US Dollar is Double Penetrated

Discussion in 'Economics' started by bluud, Nov 6, 2007.

  1. bluud


    Here is my take on the US Dollar;

    1. 10 years ago if you traveled or did business outside of US you would see a huge gap between the buying power of USD within United States and most other countries.

    For instance, if you wanted to hire a nanny in some foreign country you could pay her $50/month, and she would be more than happy to do the job (say your US income was $3000/m). Now if you try to hire a nanny in the same country you will have to pay more than $600/m to find someone, though your income has not increased at the same rate as theirs (you now get $5000/m).

    Why has this happened? because of globalization. Globalisation has caused product prices to be almost the same around the world, in return this phenomenon has decreased the minimum wage gap between various countries.

    In basic words; Americans used to be rich just for being "an American" now they are not.

    2. I don't think this one requires much explanation; the USD has dropped against all major currencies, even CAD, they used to do this in order to sell their products at more competitive rates in European countries, but now the USD is so trashed I can not see it as a purposeful act in benefit of America.

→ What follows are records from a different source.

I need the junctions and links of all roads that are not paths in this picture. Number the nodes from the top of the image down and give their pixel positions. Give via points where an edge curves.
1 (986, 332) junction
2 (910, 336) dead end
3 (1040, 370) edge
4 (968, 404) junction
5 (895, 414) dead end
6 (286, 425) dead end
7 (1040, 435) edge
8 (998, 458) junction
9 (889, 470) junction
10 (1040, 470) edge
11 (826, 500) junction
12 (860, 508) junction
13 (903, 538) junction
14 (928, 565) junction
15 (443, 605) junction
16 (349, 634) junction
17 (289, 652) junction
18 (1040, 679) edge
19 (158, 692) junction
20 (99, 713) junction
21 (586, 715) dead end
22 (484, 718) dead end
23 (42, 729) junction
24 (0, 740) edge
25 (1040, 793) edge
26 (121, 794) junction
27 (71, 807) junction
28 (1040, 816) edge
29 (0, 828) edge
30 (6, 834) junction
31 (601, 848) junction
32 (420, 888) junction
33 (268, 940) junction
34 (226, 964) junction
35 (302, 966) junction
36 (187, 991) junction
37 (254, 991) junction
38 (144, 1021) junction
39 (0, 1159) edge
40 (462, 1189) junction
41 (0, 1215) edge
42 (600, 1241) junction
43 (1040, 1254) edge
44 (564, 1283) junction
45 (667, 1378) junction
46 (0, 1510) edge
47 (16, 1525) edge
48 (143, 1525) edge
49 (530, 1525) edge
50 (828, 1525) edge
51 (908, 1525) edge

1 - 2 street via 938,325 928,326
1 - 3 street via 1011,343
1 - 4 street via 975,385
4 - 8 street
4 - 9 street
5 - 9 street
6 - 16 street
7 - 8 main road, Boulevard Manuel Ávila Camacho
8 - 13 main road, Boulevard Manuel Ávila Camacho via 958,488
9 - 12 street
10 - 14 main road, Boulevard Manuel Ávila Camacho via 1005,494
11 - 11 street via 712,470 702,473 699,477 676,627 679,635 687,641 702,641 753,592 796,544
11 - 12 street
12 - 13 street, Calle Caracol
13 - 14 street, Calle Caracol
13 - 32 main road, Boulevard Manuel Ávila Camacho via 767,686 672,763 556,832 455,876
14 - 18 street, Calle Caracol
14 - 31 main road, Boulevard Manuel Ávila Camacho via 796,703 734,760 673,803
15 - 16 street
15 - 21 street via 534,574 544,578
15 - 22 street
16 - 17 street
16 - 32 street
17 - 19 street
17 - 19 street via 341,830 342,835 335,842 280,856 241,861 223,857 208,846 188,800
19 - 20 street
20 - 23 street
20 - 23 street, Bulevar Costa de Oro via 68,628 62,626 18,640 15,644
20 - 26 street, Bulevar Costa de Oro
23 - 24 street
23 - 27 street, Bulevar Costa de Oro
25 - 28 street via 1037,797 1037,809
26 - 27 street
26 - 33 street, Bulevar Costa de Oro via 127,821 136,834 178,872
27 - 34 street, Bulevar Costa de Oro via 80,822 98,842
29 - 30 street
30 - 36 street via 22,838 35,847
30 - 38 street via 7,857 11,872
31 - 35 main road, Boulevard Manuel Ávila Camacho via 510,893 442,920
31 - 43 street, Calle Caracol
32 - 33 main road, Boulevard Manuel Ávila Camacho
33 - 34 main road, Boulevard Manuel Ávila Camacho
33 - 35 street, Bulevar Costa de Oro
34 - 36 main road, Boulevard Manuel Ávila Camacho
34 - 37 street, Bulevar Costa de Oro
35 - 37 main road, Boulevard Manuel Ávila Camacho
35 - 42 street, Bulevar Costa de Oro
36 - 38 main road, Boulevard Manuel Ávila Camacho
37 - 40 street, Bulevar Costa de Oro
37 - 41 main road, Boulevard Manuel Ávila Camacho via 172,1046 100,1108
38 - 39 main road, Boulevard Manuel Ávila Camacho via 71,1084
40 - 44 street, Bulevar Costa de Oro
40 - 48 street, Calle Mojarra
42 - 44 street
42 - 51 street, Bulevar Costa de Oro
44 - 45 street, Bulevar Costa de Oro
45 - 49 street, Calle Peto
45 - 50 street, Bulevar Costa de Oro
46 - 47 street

    Looking at these charts:
    you can see that Gold has passed the all time high of 2006 in USD but not in Australian Dollars.

  2. belavia


    Are you saying that the exchange rate in real terms has achieved a certain level due to the forces of globalization (ie Purchasing Power Parity), while the nominal exchage rate has been falling to price the US into various markets?
    If so, I would tend to agree, but this along with a rising foreign price level would suggest a falling domestic price level in the US. I have not seen this.
  3. ron2368


    For foreigners that hold US investments like stocks , the dollar must not be eroding fast enough to give them negative returns based on their home currency or else they would be selling. Is there a critical value that the dollar falls to that will trigger liquidation?
  4. A large part of the run up in stocks, commodities and real estate was caused by the eroding dollar. Because, when you go long a stock, commodity or house you essentially go short dollars there's a certain inverse correlation between the dollar and other asset classes.

    If you look at the foreign exchange markets this year you'll see that a sharp reversal in that market almost always precedes a sharp reaction in the stock and commidity markets. I remember for example that when the euro fell a few percent against the dollar in a couple of days last december this sparked a sell of in oil, copper, coffee and other commodities. Based on this I predict that when a sharp gain occurs in the dollar versus other currencies this will be followed by a sharp sell off in stocks. But if the dollar retains its slide downwards this will drive equity and commodity markets up even further.
  5. Murray Ruggiero

    Murray Ruggiero ET Sponsor

    In another thread I discuss this issue and the relationship between oil prices and the dollar. About 50% of the price increase is due to the falling dollar. Alternating weak dollar and strong dollar policies over the last 30 years have been correlated with energy prices. Here is a link to another thread I posted.
  6. bluud


    I assume the main reason people believe in the USD is that it is backed by the most powerful country, at least looking from a military point of view, they tend to see it less risky and so with less return.

    Banks in some countries pay as much as 20% interest on savings accounts that hold the local currency, whereby at the same time the value of their currency has increased against the dollar or even maybe other currencies. For instance if you converted $10K into YTL a year ago (which was 1.5) you would have 15K YTL, now if you put that in the bank they would give you 18% by the end of the year, that would give you 17,700 YTL, if you were to convert that to USD at today's rate (which is 1.17) you would get $15K. That is 50% return on the dollar in one year. This is due to the fact that 1. the usd has lost value 2. the foreign bank is paying a higher interest rate on the local currency
  7. bluud


    I'm posting a link to a thread in support of your statement
  8. bluud



    In Europe, weak dollar wrecks Americans' dreams

    "I used to be able to brag that Berlin was really affordable but now my rent actually works out on par with Washington and New York. It's pretty terrible," said Curry, whose income is almost exclusively in the devaluing currency.